Le tribunal correctionnel de Verviers, siégeant en appel de police, a condamné jeudi Luciano D'Onofrio, le vice-président du Standard de Liège, a une déchéance du droit de conduire d'un mois avec sursis pour moitié et une amende de 1.100 euros. Il était poursuivi pour avoir coupé une ligne blanche le 6 novembre 2006 et avoir conduit en état d'ivresse. Le 6 novembre 2006, le vice-président du Standard avait quitté, au terme de Standard-Anderlecht, le stade à bord de son 4X4 VW Touareg.

Il avait coupé la ligne blanche à hauteur de la rue de la Centrale, tournant à gauche, ce qui est totalement interdit. Des policiers ont constaté l'infraction et ont reconnu Luciano D'Onofrio derrière le volant. Ils ont ensuite procédé à l'interpellation du véhicule qui était, au moment du contrôle, conduit par la compagne du vice-président du Standard.

Les policiers ont expliqué que le véhicule avait marqué un temps d'arrêt, temps d'arrêt suffisant pour procéder à l'échange des conducteurs. Le tribunal correctionnel de Verviers a souligné que "les constatations emportaient leur conviction", ajoutant que le degré de crédibilité des témoins était "très faible" puisqu'il s'agissait de proches du prévenu. Outre une amende de 1.100 euros, le tribunal a condamné Luciano D'Onofrio à 15 jours ferme de déchéance du droit de conduire en raison "de son attitude peu collaborante et de son refus de se soumettre au test d'haleine".
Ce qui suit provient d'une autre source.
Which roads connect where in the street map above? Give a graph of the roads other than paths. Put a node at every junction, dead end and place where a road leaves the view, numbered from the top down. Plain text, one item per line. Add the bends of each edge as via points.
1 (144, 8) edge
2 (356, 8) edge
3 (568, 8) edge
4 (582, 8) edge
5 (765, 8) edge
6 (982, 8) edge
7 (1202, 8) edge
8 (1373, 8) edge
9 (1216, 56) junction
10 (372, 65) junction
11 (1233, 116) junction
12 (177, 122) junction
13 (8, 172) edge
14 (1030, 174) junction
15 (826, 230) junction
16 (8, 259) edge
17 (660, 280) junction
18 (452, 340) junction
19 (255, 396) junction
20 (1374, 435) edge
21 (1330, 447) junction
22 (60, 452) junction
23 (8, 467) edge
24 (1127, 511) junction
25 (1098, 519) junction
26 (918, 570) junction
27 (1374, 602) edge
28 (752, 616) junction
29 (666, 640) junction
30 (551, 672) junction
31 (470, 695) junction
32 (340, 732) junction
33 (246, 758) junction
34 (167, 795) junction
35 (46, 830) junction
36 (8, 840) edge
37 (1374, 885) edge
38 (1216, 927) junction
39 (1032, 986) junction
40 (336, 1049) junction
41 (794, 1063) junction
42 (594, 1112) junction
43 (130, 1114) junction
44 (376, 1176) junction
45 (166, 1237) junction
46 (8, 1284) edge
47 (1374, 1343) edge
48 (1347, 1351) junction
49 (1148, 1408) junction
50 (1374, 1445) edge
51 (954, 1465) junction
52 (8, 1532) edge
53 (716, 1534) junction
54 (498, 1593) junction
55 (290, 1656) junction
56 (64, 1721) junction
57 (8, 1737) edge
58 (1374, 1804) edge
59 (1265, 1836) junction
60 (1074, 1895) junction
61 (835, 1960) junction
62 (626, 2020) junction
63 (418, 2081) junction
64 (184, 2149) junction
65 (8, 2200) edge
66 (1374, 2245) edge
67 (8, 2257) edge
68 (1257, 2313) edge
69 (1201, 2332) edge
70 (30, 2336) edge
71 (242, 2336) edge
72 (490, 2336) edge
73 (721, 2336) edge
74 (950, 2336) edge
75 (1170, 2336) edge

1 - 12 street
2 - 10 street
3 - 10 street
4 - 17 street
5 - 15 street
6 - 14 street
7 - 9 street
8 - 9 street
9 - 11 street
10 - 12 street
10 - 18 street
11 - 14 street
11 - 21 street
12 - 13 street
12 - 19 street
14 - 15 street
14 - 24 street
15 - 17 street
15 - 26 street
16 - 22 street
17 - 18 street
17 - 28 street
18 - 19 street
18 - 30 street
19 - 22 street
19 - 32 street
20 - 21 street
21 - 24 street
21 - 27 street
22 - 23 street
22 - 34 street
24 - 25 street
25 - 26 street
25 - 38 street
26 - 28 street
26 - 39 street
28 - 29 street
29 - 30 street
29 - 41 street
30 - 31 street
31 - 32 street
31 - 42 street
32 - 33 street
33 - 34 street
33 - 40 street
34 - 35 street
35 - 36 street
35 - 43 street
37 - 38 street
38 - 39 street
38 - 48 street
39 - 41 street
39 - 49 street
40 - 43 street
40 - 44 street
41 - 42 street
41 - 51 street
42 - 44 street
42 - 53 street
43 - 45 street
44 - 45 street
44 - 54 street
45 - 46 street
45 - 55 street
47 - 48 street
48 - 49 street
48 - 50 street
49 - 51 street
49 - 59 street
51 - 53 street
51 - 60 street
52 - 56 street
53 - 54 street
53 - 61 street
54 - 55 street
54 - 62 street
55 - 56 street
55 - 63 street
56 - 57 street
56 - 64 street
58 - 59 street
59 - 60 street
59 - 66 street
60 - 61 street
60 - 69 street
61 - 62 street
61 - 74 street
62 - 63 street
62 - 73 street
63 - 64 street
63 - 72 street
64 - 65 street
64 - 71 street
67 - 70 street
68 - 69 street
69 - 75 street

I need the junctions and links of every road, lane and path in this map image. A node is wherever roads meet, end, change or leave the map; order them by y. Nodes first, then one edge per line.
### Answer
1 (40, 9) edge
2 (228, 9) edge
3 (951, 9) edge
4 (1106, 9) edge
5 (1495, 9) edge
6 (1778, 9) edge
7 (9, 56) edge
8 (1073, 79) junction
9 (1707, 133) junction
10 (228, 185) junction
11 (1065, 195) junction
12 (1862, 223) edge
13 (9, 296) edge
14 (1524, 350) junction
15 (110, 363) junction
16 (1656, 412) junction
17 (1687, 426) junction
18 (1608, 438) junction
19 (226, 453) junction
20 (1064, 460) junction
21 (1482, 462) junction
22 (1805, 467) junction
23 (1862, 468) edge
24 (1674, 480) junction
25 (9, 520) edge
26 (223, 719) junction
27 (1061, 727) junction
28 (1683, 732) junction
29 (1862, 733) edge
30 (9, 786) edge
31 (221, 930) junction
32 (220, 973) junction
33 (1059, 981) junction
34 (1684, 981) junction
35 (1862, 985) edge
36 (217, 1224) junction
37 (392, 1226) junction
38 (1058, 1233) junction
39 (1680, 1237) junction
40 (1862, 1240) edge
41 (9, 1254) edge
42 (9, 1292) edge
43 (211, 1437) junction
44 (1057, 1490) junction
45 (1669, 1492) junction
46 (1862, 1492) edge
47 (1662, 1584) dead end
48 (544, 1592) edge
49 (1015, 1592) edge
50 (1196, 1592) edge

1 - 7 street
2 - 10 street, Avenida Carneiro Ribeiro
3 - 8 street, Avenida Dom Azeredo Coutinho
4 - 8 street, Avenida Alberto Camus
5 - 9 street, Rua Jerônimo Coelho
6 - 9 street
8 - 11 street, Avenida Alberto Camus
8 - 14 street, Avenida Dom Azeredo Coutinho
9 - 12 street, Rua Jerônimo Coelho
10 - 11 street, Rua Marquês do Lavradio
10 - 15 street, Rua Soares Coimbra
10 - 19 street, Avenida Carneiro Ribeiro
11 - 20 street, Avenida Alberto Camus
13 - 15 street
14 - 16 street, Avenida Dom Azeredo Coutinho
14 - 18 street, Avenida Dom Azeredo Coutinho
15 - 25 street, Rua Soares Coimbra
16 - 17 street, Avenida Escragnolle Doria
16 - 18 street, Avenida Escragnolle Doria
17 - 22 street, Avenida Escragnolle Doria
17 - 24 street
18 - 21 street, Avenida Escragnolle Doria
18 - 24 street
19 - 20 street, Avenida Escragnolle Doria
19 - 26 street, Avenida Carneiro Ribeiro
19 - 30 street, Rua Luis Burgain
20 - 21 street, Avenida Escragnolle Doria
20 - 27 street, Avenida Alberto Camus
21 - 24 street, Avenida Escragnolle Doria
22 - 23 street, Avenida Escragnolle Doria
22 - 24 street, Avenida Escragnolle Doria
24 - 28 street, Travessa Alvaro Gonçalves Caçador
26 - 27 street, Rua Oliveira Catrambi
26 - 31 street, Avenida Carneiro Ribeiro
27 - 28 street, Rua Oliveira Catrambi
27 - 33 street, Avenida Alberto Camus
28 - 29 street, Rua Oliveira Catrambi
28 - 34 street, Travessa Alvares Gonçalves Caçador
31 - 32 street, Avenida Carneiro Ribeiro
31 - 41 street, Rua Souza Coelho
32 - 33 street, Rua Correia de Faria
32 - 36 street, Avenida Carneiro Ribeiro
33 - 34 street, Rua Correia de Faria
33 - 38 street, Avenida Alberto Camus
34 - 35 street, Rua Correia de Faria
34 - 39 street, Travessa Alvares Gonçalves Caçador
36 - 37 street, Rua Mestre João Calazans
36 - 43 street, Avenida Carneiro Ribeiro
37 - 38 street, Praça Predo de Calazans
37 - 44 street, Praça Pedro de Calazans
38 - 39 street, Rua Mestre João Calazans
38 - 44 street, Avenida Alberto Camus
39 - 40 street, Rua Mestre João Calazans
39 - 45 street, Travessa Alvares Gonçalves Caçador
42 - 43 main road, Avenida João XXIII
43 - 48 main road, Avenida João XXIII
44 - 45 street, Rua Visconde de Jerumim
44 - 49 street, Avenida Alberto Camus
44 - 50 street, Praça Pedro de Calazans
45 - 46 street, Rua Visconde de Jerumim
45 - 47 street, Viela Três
Ce jugement condamne Luciano D'Onofrio pour les infractions relatives à l'alcoolémie au volant. Les infractions de roulage, à la base de ce dossier, sont prescrites. Ce dossier était examiné pour la troisième fois. Devant le tribunal de police de Liège, il avait été condamné à une amende de 1.100 euros le 24 janvier 2008. En appel de police, le 23 avril 2009, il avait été acquitté mais la Cour de Cassation avait cassé ce jugement.